Тут уже Бонда не смог сдержаться, на нервяке сработал рефлекс. Он плюнул утырку в глаза и тут же пробил ногой в пах. Захватил ладонями, показавшийся из-под слетевшей под ноги шапки, затылок и добавил коленом снизу. И еще, и еще, и еще...

Оттащил за мохнатый капюшон в тень между железными гаражами неподалеку. Пошарил в карманах. Паспорта не было. Ничего не было. Год то какой? Кто ж ты, урод? – пробормотал Бонда, добираясь до правой руки, так и оставшейся в аляске. Тело невнятно замычало. Татуированная солнышком кисть сжимала зажигалку, больше в кармане ничего не было.

–Блядь! Блядь! Блядь! – Бонда сильно зажмурился и резко выдохнул, – чего делать-то, кто это вообще?

Он осмотрелся и, взяв недавнего оппонента за правую руку и правую ногу, закинул его на плечи. Дотащил до входа в подвал пятиэтажки. Вроде никого. Спустился, чуть не упав, снял ремень, связал руки за трубой повыше кистей, ботинки шнурками друг к другу.

–Скотина, как ты не вовремя нарисовался! – Бонда аж заскулил от досады, – Лиза уже в поезде. Все. Не успел.

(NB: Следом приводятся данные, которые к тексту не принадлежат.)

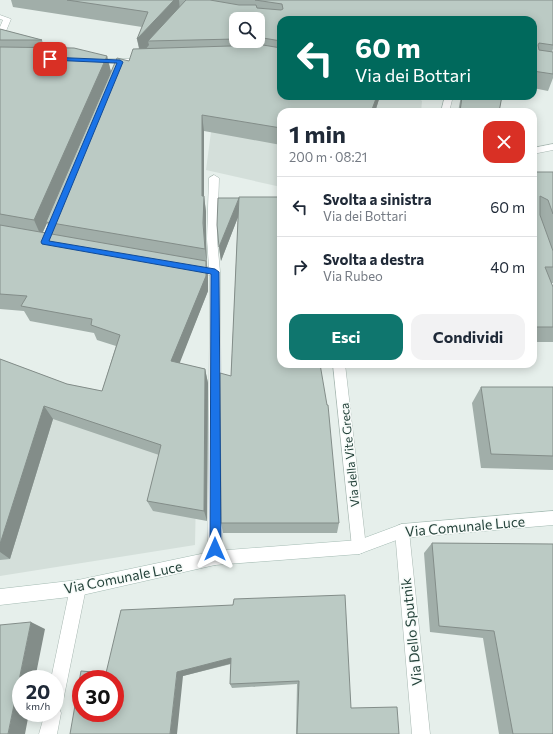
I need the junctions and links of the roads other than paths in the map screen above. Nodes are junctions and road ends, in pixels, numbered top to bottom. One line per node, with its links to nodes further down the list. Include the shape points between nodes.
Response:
1 (0, 17): 2 (street, via 7,19)
2 (0, 36)
3 (82, 60): 4 (street, via 119,65)
4 (142, 61)
5 (553, 147): 6 (street)
6 (537, 150)
7 (214, 178): 9 (street, via 212,239)
8 (184, 267): 9 (street)
9 (215, 272): 14 (street)
10 (339, 368): 13 (street, Via della Vite Greca)
11 (553, 518): 12 (street, Via Comunale Luce)
12 (402, 531): 13 (street, Via Comunale Luce); 20 (street, Via Dello Sputnik)
13 (359, 547): 14 (street, Via Comunale Luce)
14 (215, 558): 15 (street, Via Comunale Luce)
15 (78, 588): 16 (street, Via Comunale Luce); 17 (street)
16 (0, 597)
17 (61, 670)
18 (50, 722): 19 (street)
19 (48, 734)
20 (421, 734)

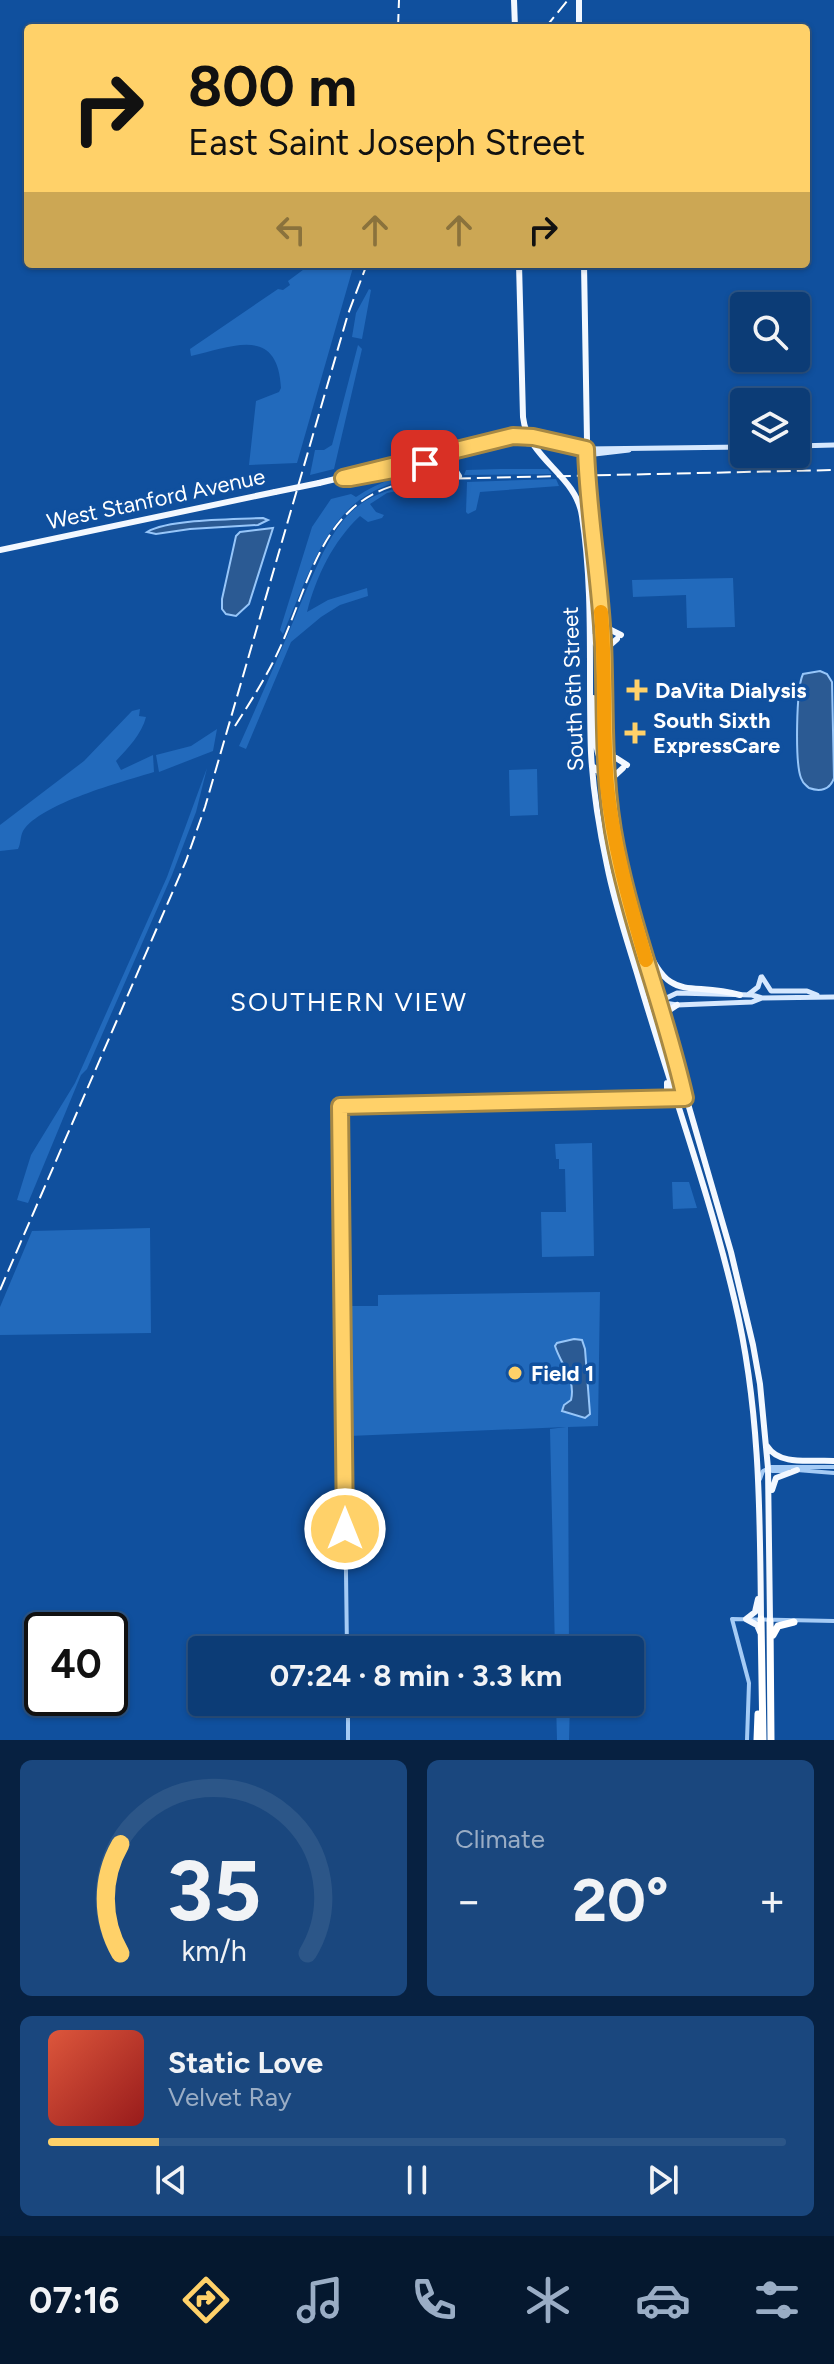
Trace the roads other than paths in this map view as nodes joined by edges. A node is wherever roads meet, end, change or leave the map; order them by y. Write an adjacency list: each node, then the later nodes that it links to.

Он выбежал на улицу. Такси, конечно же, не было. Их тут за километр никогда не было. Редкие частники шарахались в сторону. Бонда посмотрел на часы – все, дергаться бесполезно. Он сел на заснеженную скамейку, обхватил голову.

–Лиза, Лиза... Все, теперь уже... похоже, навсегда. Надо было не витийствовать по кабинетам, не в школе сидеть, не бегать за этим, как его сейчас, ... Штейном, а быть с ней. Второе легкое дыхание...

Нет, нельзя. Все ты сделал правильно. Был шанс, была возможность, ты их использовал. Вошел в реку дважды. Ты просто и не смог бы... ничего изменить. И сейчас должен был опоздать. Даже обязан. Поэтому так и шло: то вдруг выясняется, что уже наступило сегодня, потом автобус, тут еще этот... урка. Кто такой, вообще не помню его. Вылез как черт из табакерки. Сколько ему, лет тридцать? Меньше? Сложно определиться с границей возраста, если ты ушел от нее далеко вперед. Надо проверить, да сдать его этому... Сергею, пусть сам репу чешет, кто на их инсайдера покушается. Хотя какое там покушение, зажигалкой? Ухо хотел прижечь? Не смешно даже. А получил жестко, по-полной, с плевком еще и унизительно. Такое не прощают. И как я до таких лет умудрился дожить... с такими-то знакомыми?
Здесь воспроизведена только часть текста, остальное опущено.